For a team loaded with NHL talent — including five 2021 first round picks — but lacking postseason experience, intense practices are vital to preparing the team for the demands of the season ahead. Given that the previous two NCAA tournaments were canceled due to COVID-19 and the Wolverines failed to qualify in 2019, a vast majority of Michigan’s roster has never partaken in NCAA tournament action. 

Moreover, the Wolverines’ young core — featuring sophomore defenseman Owen Power, sophomore forward Matty Beniers, freshman defenseman Luke Hughes and sophomore forward Kent Johnson — have yet to play a college game in front of fans.

To compensate, Michigan has relied on its leadership to set the tone throughout the preseason.

“You have so many guys who just want to get better every day,” senior defenseman and captain Nick Blankenburg said. “That’s huge just coming into practice because you see how hard guys are working and how hard guys are trying to earn spots on the roster and you love to see it every day.”

With such a deep roster, Pearson will have to make difficult decisions each game as to who to dress. Players further in the depth chart are hyperaware of that and are spurring improvement amongst the star-studded first lines in the process. 

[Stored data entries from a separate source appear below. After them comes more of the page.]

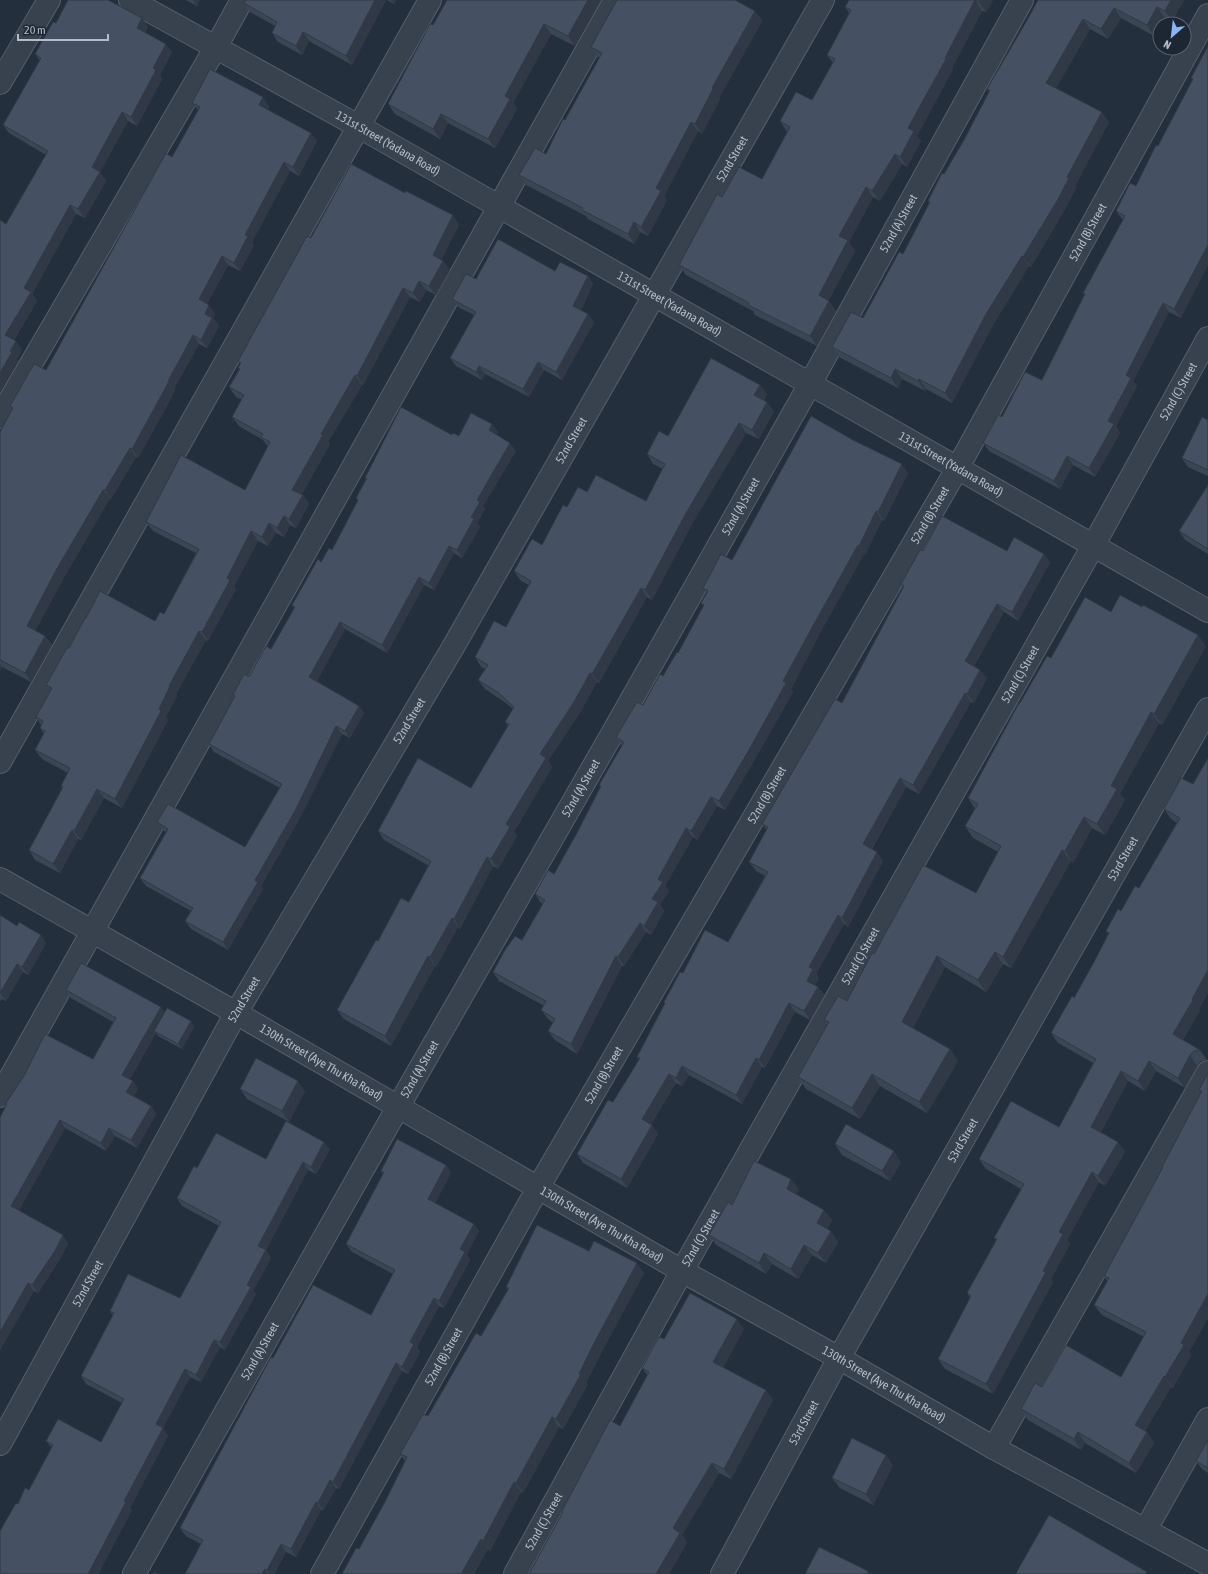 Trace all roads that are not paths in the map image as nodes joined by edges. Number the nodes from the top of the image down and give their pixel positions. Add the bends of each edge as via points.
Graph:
1 (49, 0) edge
2 (130, 0) edge
3 (242, 0) edge
4 (430, 0) edge
5 (615, 0) edge
6 (823, 0) edge
7 (1022, 0) edge
8 (1208, 15) edge
9 (216, 48) junction
10 (0, 83) edge
11 (358, 126) junction
12 (500, 207) junction
13 (655, 296) junction
14 (1208, 338) edge
15 (810, 384) junction
16 (0, 417) edge
17 (957, 469) junction
18 (1093, 546) junction
19 (1208, 611) edge
20 (1208, 709) edge
21 (0, 762) edge
22 (0, 879) edge
23 (91, 932) junction
24 (236, 1013) junction
25 (1208, 1072) edge
26 (0, 1096) edge
27 (398, 1107) junction
28 (538, 1188) junction
29 (682, 1271) junction
30 (839, 1358) junction
31 (1208, 1419) edge
32 (0, 1444) edge
33 (994, 1448) junction
34 (1146, 1529) junction
35 (1208, 1564) edge
36 (134, 1574) edge
37 (322, 1574) edge
38 (515, 1574) edge
39 (722, 1574) edge

1 - 10 street
2 - 9 street, 131st Street (Yadana Road)
3 - 9 street
4 - 11 street
5 - 12 street
6 - 13 street, 52nd Street
7 - 15 street, 52nd (A) Street
8 - 17 street, 52nd (B) Street
9 - 11 street, 131st Street (Yadana Road)
9 - 16 street
11 - 12 street, 131st Street (Yadana Road)
11 - 21 street
12 - 13 street, 131st Street (Yadana Road)
12 - 23 street
13 - 15 street, 131st Street (Yadana Road)
13 - 24 street, 52nd Street via 452,649
14 - 18 street, 52nd (C) Street
15 - 17 street, 131st Street (Yadana Road)
15 - 27 street, 52nd (A) Street
17 - 18 street, 131st Street (Yadana Road)
17 - 28 street, 52nd (B) Street
18 - 19 street, 131st Street (Yadana Road)
18 - 29 street, 52nd (C) Street
20 - 30 street, 53rd Street
22 - 23 street, 130th Street (Aye Thu Kha Road)
23 - 24 street, 130th Street (Aye Thu Kha Road)
23 - 26 street
24 - 27 street, 130th Street (Aye Thu Kha Road)
24 - 32 street, 52nd Street
25 - 33 street
27 - 28 street, 130th Street (Aye Thu Kha Road)
27 - 36 street, 52nd (A) Street
28 - 29 street, 130th Street (Aye Thu Kha Road)
28 - 37 street, 52nd (B) Street
29 - 30 street, 130th Street (Aye Thu Kha Road)
29 - 38 street, 52nd (C) Street
30 - 33 street, 130th Street (Aye Thu Kha Road)
30 - 39 street, 53rd Street
31 - 34 street
33 - 34 street, 130th Street (Aye Thu Kha Road)
34 - 35 street, 130th Street (Aye Thu Kha Road)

“I think tensions might get a little high sometimes,” Blankenburg said. “Just because guys are so competitive, but that’s a good problem to have.”

Seemingly secure roster positions, such as the goalie position, remain a daily competition at practice and are exasperated by the heightened competitive nature. Although sophomore Erik Portillo is the expected starter, sophomore Noah West and senior Jack Leavy are both capable players vying for playing time.

Michigan will battle Bowling Green on Saturday in an exhibition, with the regular season beginning the following weekend in a series versus Lake Superior State. The Wolverines look to balance intense practice sessions with tactful management of their bodies as the first full season nears for many members of the roster. 

“Our biggest concern right now is to just make sure we stay focused on the task at hand, and control all we can control,” Pearson said.  

At least for the immediate future, the task at hand for Michigan is practice. As preparations wrap-up for the Wolverines, their added edge leads the way.

“I’ve seen it the last few weeks,” Beniers said. “We’ve been going hard. … We were going off the ice one day and some of the guys were like, ‘I think our practices are harder than some of the games we play,’ which is kind of just a testament to how it’s been going so far.”